The Dream Child also looks into the conception of Krueger himself, which involved his mother Amanda Krueger being gang raped in the asylum she oversaw, and inevitably giving birth to the “Son of a Thousand Maniacs.” Here, Krueger is filled with wrath when he’s reborn into Alice’s consciousness, as he’s given an almost renewed sense of power. He immediately begins wreaking havoc on just about every one of Alice’s friends, inflicting horrendous deaths on them all. The Dream Child features Krueger at his most vindictive, reducing aspiring model Greta to a waking nightmare of her own lack of self esteem and her tendencies toward anorexia. With Freddy serving, she’s forced to eat herself alive in the middle of a horrendous dinner with her shrill mother (who often discouraged eating of any kind).

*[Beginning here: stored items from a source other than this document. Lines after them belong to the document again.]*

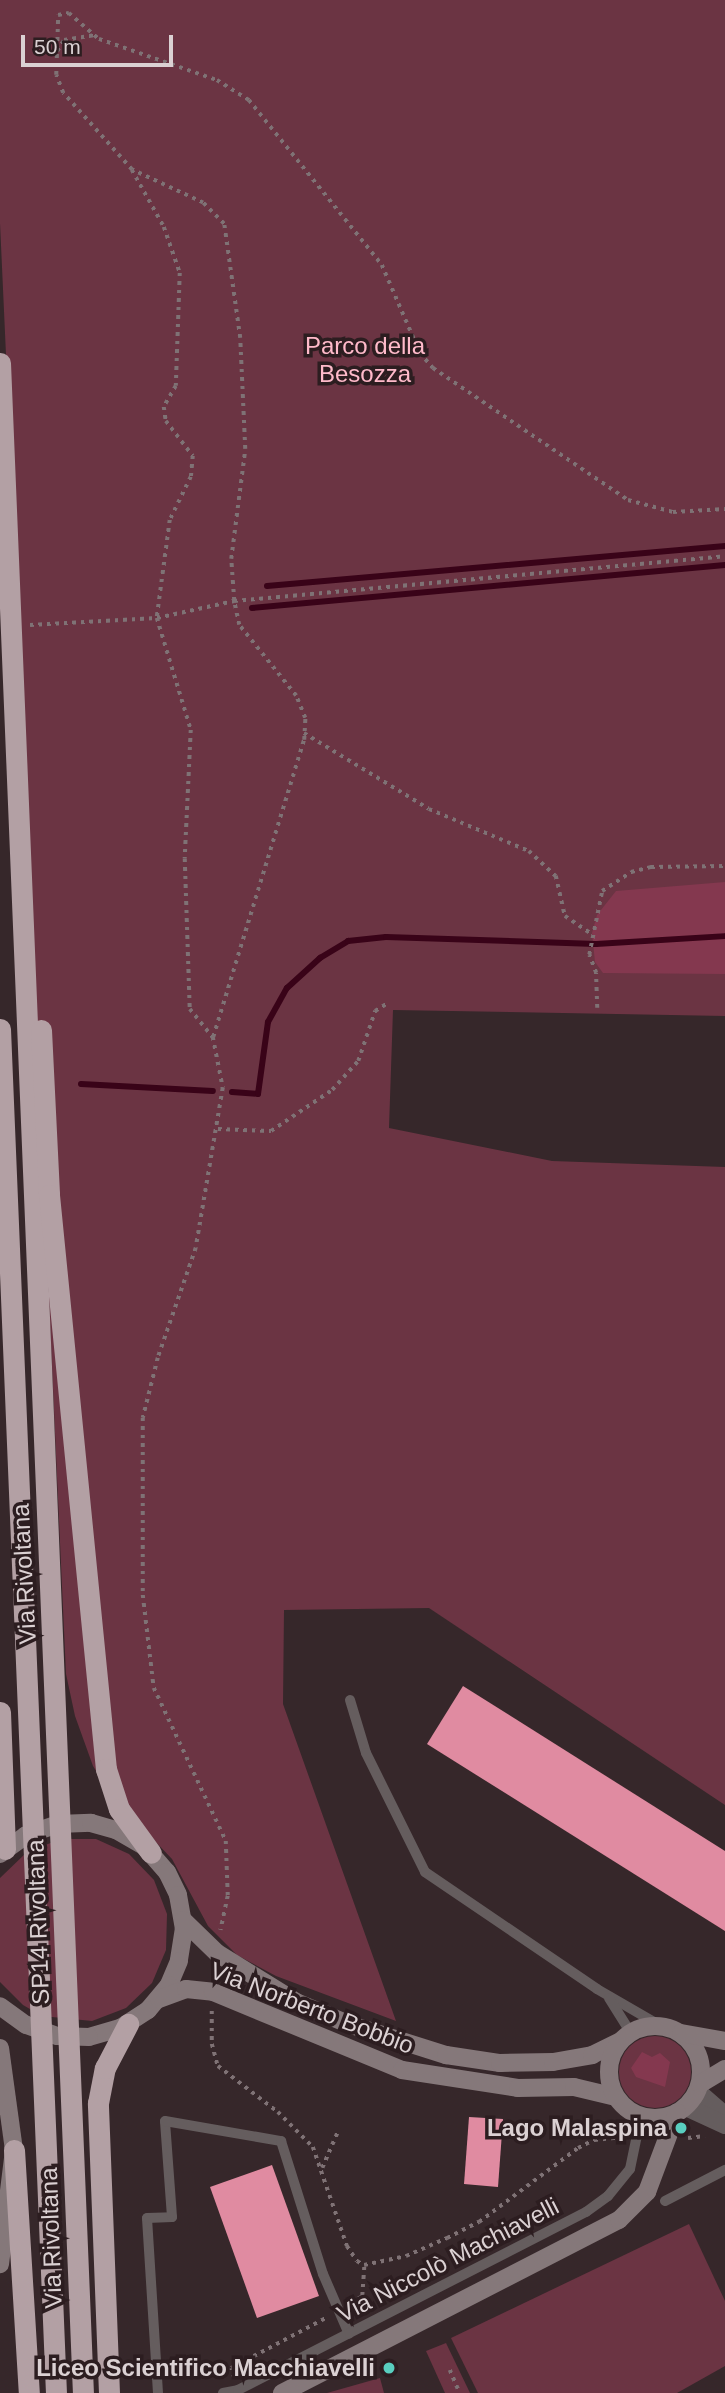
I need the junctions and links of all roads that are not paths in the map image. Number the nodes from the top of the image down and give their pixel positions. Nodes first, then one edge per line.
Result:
1 (0, 363) edge
2 (16, 795) junction
3 (0, 1029) edge
4 (350, 1700) dead end
5 (0, 1712) edge
6 (58, 1762) joint
7 (32, 1763) joint
8 (3, 1852) edge
9 (151, 1853) junction
10 (183, 1920) junction
11 (609, 1997) junction
12 (159, 1998) junction
13 (0, 2006) edge
14 (128, 2024) junction
15 (659, 2025) junction
16 (681, 2033) junction
17 (624, 2037) junction
18 (725, 2041) edge
19 (0, 2048) edge
20 (725, 2070) edge
21 (71, 2080) joint
22 (43, 2081) joint
23 (699, 2087) junction
24 (616, 2097) junction
25 (681, 2110) junction
26 (725, 2115) edge
27 (641, 2116) junction
28 (718, 2130) edge
29 (14, 2150) junction
30 (725, 2170) edge
31 (665, 2201) dead end
32 (0, 2264) edge
33 (349, 2334) junction
34 (29, 2393) edge
35 (55, 2393) edge
36 (83, 2393) edge
37 (109, 2393) edge
38 (158, 2393) edge
39 (223, 2393) edge
40 (282, 2393) edge

1 - 2 highway
2 - 6 highway, Via Rivoltana
2 - 9 highway
3 - 7 highway, Via Rivoltana
4 - 11 lane
5 - 8 highway
6 - 21 highway, SP14 Rivoltana
7 - 22 highway, SP14 Rivoltana
8 - 9 street, Via Norberto Bobbio
9 - 10 street, Via Norberto Bobbio
10 - 12 street, Via Norberto Bobbio
10 - 17 street, Via Norberto Bobbio
11 - 15 lane
11 - 17 lane
12 - 14 street, Via Norberto Bobbio
12 - 24 street, Via Norberto Bobbio
13 - 14 street, Via Norberto Bobbio
14 - 37 highway
15 - 16 street
15 - 17 street, Via Norberto Bobbio
16 - 18 street
16 - 23 street
17 - 24 street
19 - 29 street
20 - 23 street
21 - 36 highway, Via Rivoltana
22 - 35 highway, Via Rivoltana
23 - 25 street
23 - 26 street
24 - 27 street, Via Norberto Bobbio
25 - 27 street
25 - 28 street
25 - 40 street
27 - 33 lane, Via Niccolò Machiavelli
29 - 32 street
29 - 34 highway
30 - 31 lane
33 - 38 lane
33 - 39 lane, Via Niccolò Machiavelli

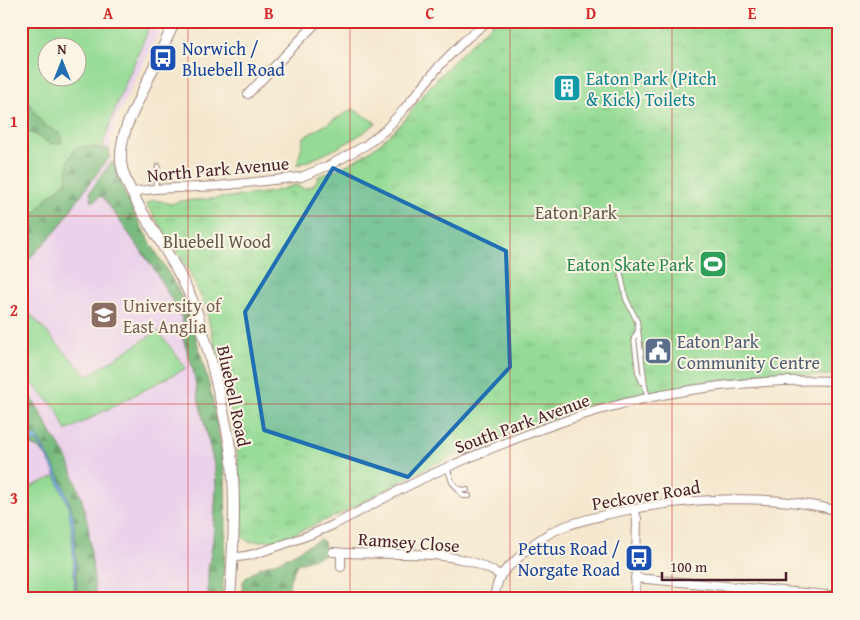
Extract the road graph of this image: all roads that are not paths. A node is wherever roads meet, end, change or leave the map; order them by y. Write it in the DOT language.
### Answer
graph roads {
  1 [pos="174,21"];
  2 [pos="318,21"];
  3 [pos="488,21"];
  4 [pos="248,94"];
  5 [pos="158,166"];
  6 [pos="155,189"];
  7 [pos="132,193"];
  8 [pos="619,266"];
  9 [pos="839,382"];
  10 [pos="648,398"];
  11 [pos="447,468"];
  12 [pos="458,489"];
  13 [pos="467,490"];
  14 [pos="468,496"];
  15 [pos="634,509"];
  16 [pos="839,511"];
  17 [pos="333,552"];
  18 [pos="341,553"];
  19 [pos="233,557"];
  20 [pos="341,567"];
  21 [pos="501,575"];
  22 [pos="635,578"];
  23 [pos="839,596"];
  24 [pos="230,599"];
  25 [pos="493,599"];
  26 [pos="634,599"];
  1 -- 7 [label="street, Bluebell Road"];
  2 -- 4 [label="street"];
  3 -- 6 [label="street, North Park Avenue"];
  5 -- 6 [label="lane"];
  6 -- 7 [label="street, North Park Avenue"];
  7 -- 19 [label="street, Bluebell Road"];
  8 -- 10 [label="lane"];
  9 -- 10 [label="street, South Park Avenue"];
  10 -- 11 [label="street, South Park Avenue"];
  11 -- 12 [label="lane"];
  11 -- 19 [label="street, South Park Avenue"];
  12 -- 13 [label="lane"];
  12 -- 14 [label="lane"];
  15 -- 16 [label="street, Peckover Road"];
  15 -- 21 [label="street, Peckover Road"];
  15 -- 22 [label="street"];
  17 -- 18 [label="street, Ramsey Close"];
  18 -- 20 [label="street, Ramsey Close"];
  18 -- 21 [label="street, Ramsey Close"];
  19 -- 24 [label="street, Bluebell Road"];
  21 -- 25 [label="street, Peckover Road"];
  22 -- 23 [label="street"];
  22 -- 26 [label="street"];
}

Danny gets probably the most painful death of them all, as he’s literally merged with his motorcycle before his eyes, slowly manifesting into a hellish monster… much to Freddy’s delight. This dream would be the precursor to the death of Heather’s husband in New Nightmare, as both men fall asleep at the wheel and endure painful deaths by the hand of Krueger. As an eight year old, even in its chopped for network TV glory, Danny’s death was mind blowing, and though the kill scene is vastly reduced from director Hopkins’ original plans, it’s still one of the most punk deaths Krueger ever inflicted.

My favorite though is the death of Mark, the comic book geek and artist. Not only is he my favorite character of the movie, but he’s the closest we come to seeing an actual dream warrior emerge after the death of Kristen in The Dream Master. As an eight year old aspiring artist and rabid comic buff, Mark was my hero. He drew incredible works of art, and inadvertently spent most of his time manifesting Krueger into a fallible being as a means of taking away his power. When Mark has no choice but to fight Freddy, he gives him a very hard time, if even for a moment when he takes the shape of “The Phantom Prowler.” Only when Freddy takes the form of “Super Freddy” does he dole out the most creative death of the series, hacking poor Mark to pieces.

Fun kills aside, writer Bohem delves much deeper into the back story of Krueger and the idea of evil being nature or nurture. Can it be passed on? If Alice keeps Jacob will he become a person of moral character or someone like Freddy? Did Amanda Krueger’s gang rape really help create pure evil in Freddy? Or did the contemplation of an abortion put a stain on Krueger’s soul? Is the final scene an indication that perhaps Jacob is carrying on Freddy’s reign of terror? 

The Elm Street series had dealt with weighty topics in previous films in the franchise, but The Dream Child is refreshingly bold in the way it uses the idea of abortion as a means of putting to question not just Krueger’s nature, but the all-encompassing nature of evil. The arguably polarizing plot point only enhances what many often consider a throwaway sequel to the series. At the end of Alice’s fight with Freddy, all she can do is hope that Jacob finds the right path, away from the clutches of Krueger.

And even after Freddy’s Dead established Krueger’s role as a father and his daughter’s ascension to helping children, all we can do is hope that Alice and Jacob lived happily ever after.